Some nice waves rolling through in Plimmerton the last few days. Nice air to be had, stuck my first "crazy pete" (half back loop with sail flip). Received a royal bitch slapping on a goiter attempt.

Monday, October 09, 2006

Killer Weekend

Despite the chore of moving flats, I was still granted 2 day passes and got out for a couple of fun freestyle sessions in the Ditch.

Saturday dished out fine northerlies at 25-30knots, sunday about 20-25. Not too shabby. Tom Taylor is back from Dunedin, and showing us all how to do anything and everything. I witnessed a bunch of flakas, ponches and shaka attempts. Pretty sweet. Another visiting french sailor was also dishing out some 540s, grubbies and clew-first grubbies.

The work on the shakas begins. I tried lots on both days and can tell this is a trick that will take a while. Leland happened to mention that it was known, on Maui, to be called the impossible trick. Well - its not!!! So I gotta learn them. They are certainly fun to try!

Thursday, October 05, 2006

Lyall Bay delivers...

It was general insanity out there, and I got spanked and had my ass handed to me on several occassions. Lyall Bay went off the charts yesterday... big big swell, well over mast high in some sets, and winds 35knots gusting to 45-50.
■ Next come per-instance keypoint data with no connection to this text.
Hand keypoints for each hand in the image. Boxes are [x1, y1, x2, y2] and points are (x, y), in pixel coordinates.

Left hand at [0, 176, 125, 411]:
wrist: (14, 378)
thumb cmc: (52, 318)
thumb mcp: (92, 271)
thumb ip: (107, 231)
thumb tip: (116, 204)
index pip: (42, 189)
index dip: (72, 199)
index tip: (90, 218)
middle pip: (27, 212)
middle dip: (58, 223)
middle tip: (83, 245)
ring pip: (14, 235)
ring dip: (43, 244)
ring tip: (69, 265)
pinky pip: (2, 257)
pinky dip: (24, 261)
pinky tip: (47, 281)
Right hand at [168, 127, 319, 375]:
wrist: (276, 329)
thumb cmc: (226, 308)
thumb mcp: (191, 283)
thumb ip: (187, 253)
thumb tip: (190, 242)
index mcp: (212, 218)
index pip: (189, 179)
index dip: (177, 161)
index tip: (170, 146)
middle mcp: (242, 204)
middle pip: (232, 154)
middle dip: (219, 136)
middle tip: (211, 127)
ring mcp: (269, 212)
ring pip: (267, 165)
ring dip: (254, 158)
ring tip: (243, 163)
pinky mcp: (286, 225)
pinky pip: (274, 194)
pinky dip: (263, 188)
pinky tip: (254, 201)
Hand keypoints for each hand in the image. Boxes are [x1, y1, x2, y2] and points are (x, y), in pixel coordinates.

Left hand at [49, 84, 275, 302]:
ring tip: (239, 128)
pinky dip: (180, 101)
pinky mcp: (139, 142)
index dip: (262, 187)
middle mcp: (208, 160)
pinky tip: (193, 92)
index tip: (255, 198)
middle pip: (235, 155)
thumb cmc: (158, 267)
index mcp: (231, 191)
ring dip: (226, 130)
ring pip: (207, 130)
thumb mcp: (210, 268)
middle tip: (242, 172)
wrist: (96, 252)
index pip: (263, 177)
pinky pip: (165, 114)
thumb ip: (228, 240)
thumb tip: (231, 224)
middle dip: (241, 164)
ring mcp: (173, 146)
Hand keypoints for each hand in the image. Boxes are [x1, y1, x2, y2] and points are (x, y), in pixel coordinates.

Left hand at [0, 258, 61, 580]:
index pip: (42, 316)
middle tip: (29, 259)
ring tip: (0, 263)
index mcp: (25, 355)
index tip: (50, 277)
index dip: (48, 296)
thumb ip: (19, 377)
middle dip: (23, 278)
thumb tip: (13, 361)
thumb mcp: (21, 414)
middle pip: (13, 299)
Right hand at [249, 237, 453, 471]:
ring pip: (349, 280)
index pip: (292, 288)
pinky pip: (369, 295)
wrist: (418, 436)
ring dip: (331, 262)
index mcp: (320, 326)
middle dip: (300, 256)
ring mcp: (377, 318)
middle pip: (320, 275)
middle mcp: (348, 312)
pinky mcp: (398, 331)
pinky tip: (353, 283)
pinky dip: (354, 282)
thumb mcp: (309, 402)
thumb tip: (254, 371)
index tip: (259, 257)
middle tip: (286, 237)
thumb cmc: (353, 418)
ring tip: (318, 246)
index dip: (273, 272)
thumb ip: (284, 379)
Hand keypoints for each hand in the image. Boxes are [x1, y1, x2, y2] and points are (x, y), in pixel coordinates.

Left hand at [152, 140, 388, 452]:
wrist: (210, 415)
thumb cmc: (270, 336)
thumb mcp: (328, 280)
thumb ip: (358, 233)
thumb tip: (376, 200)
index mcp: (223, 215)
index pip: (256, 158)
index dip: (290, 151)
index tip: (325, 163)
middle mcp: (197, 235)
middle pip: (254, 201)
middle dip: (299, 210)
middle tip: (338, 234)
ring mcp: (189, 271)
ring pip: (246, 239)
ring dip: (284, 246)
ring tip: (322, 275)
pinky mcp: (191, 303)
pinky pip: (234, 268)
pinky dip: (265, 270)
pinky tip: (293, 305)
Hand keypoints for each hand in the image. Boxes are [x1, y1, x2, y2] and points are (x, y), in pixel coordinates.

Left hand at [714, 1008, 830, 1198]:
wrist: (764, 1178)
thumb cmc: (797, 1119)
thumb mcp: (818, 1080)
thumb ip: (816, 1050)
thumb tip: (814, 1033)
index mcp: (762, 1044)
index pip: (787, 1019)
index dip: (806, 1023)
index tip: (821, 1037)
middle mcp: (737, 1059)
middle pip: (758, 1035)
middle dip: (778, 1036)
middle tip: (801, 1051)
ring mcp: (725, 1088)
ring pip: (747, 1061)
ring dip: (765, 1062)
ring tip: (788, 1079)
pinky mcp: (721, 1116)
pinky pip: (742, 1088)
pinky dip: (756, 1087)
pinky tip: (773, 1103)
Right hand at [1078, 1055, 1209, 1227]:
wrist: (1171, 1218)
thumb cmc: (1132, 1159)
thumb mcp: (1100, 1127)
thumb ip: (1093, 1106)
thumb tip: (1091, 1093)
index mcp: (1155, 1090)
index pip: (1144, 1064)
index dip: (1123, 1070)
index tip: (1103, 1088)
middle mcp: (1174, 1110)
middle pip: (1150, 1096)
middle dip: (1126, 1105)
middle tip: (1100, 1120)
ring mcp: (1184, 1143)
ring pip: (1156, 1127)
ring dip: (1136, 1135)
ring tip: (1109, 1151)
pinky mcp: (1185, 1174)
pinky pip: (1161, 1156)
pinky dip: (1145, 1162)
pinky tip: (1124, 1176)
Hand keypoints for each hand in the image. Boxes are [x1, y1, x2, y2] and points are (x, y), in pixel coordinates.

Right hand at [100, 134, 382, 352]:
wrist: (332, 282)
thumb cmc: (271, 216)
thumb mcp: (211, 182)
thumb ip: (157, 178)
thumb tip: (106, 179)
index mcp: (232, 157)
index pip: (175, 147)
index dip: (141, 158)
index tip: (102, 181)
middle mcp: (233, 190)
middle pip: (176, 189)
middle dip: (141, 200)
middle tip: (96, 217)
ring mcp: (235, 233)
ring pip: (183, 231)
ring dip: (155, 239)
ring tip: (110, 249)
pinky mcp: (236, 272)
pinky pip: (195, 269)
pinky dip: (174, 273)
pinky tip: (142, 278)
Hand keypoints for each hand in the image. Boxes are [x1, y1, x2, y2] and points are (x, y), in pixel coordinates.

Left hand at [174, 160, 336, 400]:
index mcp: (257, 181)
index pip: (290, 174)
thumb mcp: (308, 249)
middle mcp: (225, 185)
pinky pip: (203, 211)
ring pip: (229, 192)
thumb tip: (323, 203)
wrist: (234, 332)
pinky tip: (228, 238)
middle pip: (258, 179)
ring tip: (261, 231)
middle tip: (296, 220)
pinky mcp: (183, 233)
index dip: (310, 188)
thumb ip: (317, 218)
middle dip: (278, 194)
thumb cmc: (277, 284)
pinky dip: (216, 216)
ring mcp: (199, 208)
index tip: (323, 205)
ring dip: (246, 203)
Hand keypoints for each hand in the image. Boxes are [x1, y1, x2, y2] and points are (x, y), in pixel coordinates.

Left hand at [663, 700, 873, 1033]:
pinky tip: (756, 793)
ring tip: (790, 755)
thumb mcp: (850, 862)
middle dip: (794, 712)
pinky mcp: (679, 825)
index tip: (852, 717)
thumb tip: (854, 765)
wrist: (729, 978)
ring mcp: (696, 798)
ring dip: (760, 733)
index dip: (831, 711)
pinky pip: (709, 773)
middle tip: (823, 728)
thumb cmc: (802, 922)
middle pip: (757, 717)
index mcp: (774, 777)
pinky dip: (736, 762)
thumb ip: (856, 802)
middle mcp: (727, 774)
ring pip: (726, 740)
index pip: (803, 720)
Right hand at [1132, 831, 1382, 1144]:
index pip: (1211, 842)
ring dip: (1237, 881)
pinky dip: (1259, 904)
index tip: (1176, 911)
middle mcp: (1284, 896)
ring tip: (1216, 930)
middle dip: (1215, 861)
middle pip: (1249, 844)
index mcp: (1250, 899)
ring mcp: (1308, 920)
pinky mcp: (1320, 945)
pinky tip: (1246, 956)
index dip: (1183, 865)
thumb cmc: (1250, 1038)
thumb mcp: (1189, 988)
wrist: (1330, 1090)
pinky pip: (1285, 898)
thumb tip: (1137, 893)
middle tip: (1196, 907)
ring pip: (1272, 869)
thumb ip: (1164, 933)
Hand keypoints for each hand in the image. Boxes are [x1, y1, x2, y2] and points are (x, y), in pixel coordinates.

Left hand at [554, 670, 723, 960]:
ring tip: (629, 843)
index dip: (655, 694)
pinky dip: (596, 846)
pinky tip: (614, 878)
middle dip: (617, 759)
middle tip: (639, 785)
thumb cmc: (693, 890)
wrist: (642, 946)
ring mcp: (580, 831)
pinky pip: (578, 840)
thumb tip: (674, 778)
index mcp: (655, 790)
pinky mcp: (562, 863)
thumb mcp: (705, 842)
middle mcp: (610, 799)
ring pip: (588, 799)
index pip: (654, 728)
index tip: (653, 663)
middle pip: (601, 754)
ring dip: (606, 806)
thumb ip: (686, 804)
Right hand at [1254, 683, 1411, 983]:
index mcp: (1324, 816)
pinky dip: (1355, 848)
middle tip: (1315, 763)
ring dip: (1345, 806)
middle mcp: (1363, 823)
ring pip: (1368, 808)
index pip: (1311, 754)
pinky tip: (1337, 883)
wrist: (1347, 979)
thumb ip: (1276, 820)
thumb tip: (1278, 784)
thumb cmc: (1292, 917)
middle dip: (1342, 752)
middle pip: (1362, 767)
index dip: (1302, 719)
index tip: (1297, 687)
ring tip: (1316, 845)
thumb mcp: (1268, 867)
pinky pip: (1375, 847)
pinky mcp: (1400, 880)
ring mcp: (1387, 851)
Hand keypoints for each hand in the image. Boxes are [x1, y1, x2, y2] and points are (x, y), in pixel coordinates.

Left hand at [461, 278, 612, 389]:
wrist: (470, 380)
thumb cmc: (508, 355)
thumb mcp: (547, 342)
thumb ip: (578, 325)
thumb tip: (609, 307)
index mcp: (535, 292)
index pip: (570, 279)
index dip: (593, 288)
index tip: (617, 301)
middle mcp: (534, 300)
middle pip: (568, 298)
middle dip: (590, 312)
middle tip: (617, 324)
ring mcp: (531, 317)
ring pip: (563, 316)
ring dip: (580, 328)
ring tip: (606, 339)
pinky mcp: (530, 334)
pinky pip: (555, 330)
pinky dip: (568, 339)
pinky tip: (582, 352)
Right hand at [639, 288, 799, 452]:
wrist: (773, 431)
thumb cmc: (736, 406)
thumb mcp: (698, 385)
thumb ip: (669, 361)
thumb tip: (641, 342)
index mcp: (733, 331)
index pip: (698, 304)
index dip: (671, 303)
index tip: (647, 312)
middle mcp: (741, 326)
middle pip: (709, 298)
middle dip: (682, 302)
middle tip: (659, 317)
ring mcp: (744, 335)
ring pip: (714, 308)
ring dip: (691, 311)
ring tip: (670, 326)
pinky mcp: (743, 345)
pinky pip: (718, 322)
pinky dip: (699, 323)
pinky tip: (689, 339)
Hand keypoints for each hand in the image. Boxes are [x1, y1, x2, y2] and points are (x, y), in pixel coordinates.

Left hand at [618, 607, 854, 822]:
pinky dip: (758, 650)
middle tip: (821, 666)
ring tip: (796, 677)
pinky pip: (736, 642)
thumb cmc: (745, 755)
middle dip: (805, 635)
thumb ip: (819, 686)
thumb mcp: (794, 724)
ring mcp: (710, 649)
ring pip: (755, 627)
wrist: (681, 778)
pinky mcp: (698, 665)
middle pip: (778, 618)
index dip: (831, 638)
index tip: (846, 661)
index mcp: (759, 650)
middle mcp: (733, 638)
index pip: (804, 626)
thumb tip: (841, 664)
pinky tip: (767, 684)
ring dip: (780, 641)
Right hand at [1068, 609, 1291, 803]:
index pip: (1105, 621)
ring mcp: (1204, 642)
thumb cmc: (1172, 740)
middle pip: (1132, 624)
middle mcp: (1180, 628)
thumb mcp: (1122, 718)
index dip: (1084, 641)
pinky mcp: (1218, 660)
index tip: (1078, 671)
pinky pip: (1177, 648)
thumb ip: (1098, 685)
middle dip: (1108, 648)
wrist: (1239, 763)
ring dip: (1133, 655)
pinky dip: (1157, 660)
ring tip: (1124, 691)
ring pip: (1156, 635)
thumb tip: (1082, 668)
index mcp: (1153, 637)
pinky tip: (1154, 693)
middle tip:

I got down there at 5 o'clock, no-one else out, and it was windy as hell. Waves were breaking across the bay. Rigged the 3.7 flat and hit the waves. At first, with full strength, I did alright. One of my first waves out the back was enormous and I went for the sky. Not really wanting to, it just shot me into a backloop rotation. It was one of those where it could have been pulled back straight, but what the hell... needless to say, it was a high-altitude bail out. Its cool though, since being here, starboard jumping is feeling a lot more comfortable for me.

I sailed for about half and hour, snagging some front side hits and bigs airs, but it was too over the top for me to try any forwards or other tricks. About 1/2hr in is when I botched my first crucial chicken jibe and went down. My kit was no-where to be seen. I was in the middle of the bay, and a long swim from the beach. I could catch glimpses of my gear about 30-40m ahead of me, but there was no way I could catch it! The swimming was hard and the rip was strong. After about 10 minutes, my kit hit the beach and another 5 minutes later, I made it to shore like a soggy puppy. The walk of shame ensued...

I took a rest while Lawrence rigged up his 4.1. Lawrence was killing it, sailing as if it wasn't 35 knots - there is no way I could've held down a 4.1! I could barely hold onto the 3.7. Lawrence made it out no problems and sailed like a veteran king. Woo showed up a bit later and rigged his spanky new 4.0 and did the same, dishing out a number of controlled forwards off the shorebreak. A brilliant demonstration of sailors with a LOT of experience in these kind of crazy conditions.

I went out a couple more times with similar results. Thankfully, I never had that frickin' long swim again, but just held onto the rig for dear life as we got thrashed in the churning froth. I am thankful I did not break anything, including myself. Within a short while later, the winds just ramped up a notch more and blew us off the water. I was happy that I could at least get a couple of shmacks on small inside waves before calling it quits.

It was just one of those days that showed me how immature my sailing really is, and that I need to get those chicken jibes sorted. ARGH! Nothing more frustrating that botching those chicken jibes. This day was probably one of the most challenging days on the water I have ever had.

It was great just to have given it a shot! YEAH! Lyall Bay rocks!